VIDEO – Microhabitat de Jeon Go-woon

Posté le 3 octobre 2020 par

Petite sensation du Festival du Film Coréen à Paris (FFCP) en 2018, le film Microhabitat était mis en valeur dans la section Portrait, avec venue de la réalisatrice Jeon Go-woon et échanges avec le public. Spectrum Films nous en propose une belle édition vidéo, en combo Blu-Ray/DVD. Film par Justin Kwedi, Bonus par Maxime Bauer.

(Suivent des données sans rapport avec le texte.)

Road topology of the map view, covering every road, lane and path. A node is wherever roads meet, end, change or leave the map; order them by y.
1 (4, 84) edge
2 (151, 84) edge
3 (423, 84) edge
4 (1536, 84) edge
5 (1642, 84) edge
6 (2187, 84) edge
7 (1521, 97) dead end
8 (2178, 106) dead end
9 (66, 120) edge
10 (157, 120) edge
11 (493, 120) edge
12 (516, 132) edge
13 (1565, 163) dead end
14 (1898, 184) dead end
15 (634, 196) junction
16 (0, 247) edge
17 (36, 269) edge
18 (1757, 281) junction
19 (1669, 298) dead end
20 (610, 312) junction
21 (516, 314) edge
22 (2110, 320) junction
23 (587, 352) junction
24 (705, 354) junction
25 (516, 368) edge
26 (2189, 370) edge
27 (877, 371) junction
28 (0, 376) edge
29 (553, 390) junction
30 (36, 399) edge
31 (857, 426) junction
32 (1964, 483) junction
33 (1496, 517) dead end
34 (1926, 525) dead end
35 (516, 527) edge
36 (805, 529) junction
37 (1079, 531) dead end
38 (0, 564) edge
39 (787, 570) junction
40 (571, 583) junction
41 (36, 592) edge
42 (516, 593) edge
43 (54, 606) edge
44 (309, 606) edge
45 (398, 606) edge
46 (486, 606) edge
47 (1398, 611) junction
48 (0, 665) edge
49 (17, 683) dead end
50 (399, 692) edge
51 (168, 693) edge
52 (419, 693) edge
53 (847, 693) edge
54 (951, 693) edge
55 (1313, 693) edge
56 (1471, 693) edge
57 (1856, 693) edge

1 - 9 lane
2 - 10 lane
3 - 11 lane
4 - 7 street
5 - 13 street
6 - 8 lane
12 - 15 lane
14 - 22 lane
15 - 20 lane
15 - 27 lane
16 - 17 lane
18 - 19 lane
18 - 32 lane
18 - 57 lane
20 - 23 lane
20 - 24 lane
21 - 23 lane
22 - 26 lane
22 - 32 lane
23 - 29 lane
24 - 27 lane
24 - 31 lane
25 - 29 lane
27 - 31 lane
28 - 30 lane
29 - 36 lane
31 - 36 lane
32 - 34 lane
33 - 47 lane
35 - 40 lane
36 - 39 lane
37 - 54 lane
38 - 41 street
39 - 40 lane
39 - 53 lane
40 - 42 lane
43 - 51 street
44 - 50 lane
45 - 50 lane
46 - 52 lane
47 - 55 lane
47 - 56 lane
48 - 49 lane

Burning de Lee Chang-dong avait montré, en 2018, dans une approche métaphysique, le désœuvrement des jeunes adultes coréens et leur dépit face à leur accomplissement personnel brisé. Microhabitat, premier long-métrage de la réalisatrice Jeon Go-woon, creuse le même sillon dans une approche différente. Si dans Burning la frustration du héros le poussait, selon l’interprétation, au crime ou à la paranoïa, Microhabitat dépeint, avec Miso (Esom), une héroïne aux antipodes de cette course à la réussite. Le bonheur consiste pour elle en des plaisirs simples comme fumer ses clopes et boire un bon verre de whisky. Ces deux agréments suffisent à supporter son dénuement matériel permanent et l’impossibilité de vivre avec son petit-ami tout aussi fauché. La réalisatrice eut l’idée du scénario en constatant que la crise économique que traversait la Corée se répercutait désormais également dans les échappatoires futiles au quotidien morose que sont justement les cigarettes et l’alcool dont les prix augmentaient. Lorsque son loyer grimpera également, Miso préfère renoncer à son logis plutôt que ses plaisirs et va voguer entre des logis éphémères chez des amis.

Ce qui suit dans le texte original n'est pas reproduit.